Because merfolk. The Wizened also gave him an apparent Bag of Holding to give
to the party.
Kyllar produces the bag, and asks if anyone wants to see
what’s inside. Gnofulk gladly jumps in, and moments later, is thankfully dumped
out.
For the empty Bag of Holding was really a Bag of
Devouring. The gnome could’ve gotten swallowed whole. Kyllar reveals himself to
be a bit of a jerk, and potentially the greatest force of moral decay within
the party.
The group returns to telling their story, and how they
coerced Bubbles into diving into the sunken, destroyed cache of the Wizened,
probably scarring him for life, as he retrieved the bloated corpse of one of
his friends, which promptly popped like a rotting fleshy balloon once it was
out of the water. The group promised him protection, and told him to lay low
and that was four days ago.
Yeah, Kyllar may not be a nice man.
The group disguised the rod, skull still attached, and
brought it to House Sivis, a gnomish dragonmarked house associated with diplomacy
and communications magic. There they met an annoying gnome named Mort, the
relative of a House bigwig, and Rogim, a heavily dragonmarked elder gnome, who
was able to discern a great deal of about the rod and its magic.
The rod receives and amplifies simple command-style
magic, allowing a user to control a group of zombies over a small area.
However, the rod needs to be close to the commander, and within line of sight,
similar to the Command spell. The raising of the dry zombies appears to be a
separate thing from commanding them. Rogim tweaks the rod slightly, causing it
to glow around this specialized kind of command magic.
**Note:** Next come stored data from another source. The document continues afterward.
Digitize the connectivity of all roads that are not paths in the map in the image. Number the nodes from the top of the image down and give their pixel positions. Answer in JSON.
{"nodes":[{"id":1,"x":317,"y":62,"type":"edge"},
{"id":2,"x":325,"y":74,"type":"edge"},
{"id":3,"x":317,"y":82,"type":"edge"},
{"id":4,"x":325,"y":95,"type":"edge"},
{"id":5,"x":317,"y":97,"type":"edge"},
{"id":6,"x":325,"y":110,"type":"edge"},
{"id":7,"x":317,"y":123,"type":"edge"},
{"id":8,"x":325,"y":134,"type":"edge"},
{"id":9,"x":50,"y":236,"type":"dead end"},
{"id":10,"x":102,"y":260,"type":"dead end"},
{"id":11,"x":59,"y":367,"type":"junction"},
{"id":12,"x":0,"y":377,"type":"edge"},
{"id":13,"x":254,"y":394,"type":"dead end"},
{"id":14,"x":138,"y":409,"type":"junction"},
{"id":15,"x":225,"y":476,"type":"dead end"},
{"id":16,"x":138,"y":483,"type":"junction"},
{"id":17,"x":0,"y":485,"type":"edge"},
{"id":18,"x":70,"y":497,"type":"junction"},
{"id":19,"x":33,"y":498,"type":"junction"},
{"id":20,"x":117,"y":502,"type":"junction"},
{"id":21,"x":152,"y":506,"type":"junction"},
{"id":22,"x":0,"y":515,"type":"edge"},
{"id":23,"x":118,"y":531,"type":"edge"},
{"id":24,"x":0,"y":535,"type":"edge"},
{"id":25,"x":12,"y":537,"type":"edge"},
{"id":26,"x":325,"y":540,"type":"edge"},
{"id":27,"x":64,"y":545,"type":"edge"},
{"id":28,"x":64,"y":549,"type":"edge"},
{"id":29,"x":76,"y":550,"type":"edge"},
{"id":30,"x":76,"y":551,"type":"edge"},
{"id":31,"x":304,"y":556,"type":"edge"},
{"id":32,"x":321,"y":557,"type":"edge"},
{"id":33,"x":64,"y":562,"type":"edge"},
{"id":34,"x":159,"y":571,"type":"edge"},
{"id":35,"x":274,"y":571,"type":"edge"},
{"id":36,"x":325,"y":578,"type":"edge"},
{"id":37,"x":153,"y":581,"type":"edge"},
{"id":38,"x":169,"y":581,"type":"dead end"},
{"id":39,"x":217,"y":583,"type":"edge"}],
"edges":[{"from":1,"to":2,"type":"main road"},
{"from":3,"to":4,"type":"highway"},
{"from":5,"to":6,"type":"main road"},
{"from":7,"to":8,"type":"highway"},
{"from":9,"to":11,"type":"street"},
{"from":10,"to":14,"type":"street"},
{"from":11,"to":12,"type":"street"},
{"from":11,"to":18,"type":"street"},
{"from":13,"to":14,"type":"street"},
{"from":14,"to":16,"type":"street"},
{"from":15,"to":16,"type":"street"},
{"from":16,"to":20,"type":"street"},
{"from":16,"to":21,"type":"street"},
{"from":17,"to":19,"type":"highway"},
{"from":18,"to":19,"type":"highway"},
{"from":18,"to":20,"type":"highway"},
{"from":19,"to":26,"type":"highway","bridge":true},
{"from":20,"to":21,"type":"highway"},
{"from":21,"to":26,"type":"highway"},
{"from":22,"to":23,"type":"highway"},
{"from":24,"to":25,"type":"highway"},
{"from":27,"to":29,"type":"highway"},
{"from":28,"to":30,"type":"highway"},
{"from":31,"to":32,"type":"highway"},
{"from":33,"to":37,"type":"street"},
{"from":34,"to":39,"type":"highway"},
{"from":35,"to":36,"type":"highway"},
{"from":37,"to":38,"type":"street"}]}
The following day, they take their rod, carried by Kaz
the Kobold, to Grayflood, in an attempt to backtrack to the party’s first
meeting with the Wizened, as well as explore a deed delivered to Turnin that
morning.
After visiting the Naked Dwarf bar, the deed is found to
be for an apartment in a section of tower set for demo/reconstruction soon… and
Kaz alerts the party that the rod is glowing.
They wander in and explore, eventually kicking in a door
and finding the Wizened on the other side, activating two cohorts of dry,
preserved zombies while a third lays in a neat stack in an apartment
neighboring the one purchased by Turnin.
Kyllar ignites the zombies with a fireball, but the
orange monk escaped, launching himself out the window. The group pursued, over
a spilled delivery of Zoop’s Soups, sort of under, sort of through a large
stained glass window for the re-consecrating of the Silver Flame’s previously massacred
chapel, and also through the annoying gnome Mort, who was seeing off a group of
elves from Aerenal.
Yeah, Whudyalookadah does not like Mort, and gored him
pretty good while in boar-form. Whudyalookadah tells the party that he has
heard rumors of a reward from House Sivis… because Mort has gone missing. The
group is unsure if they want to go and fess up.
Long story short, the Wizened is quick, and got away,
helped by a distracting smoke bomb, just like what Turnin wanted from Felmore’s
Emporium. They trudged back to the apartment, burned the few remaining zombies
in the stone apartment tower, collected three more rods (#s 15, 16, 17), and
returned to Ghallanda Hall… and after a few relaxing days, here they are.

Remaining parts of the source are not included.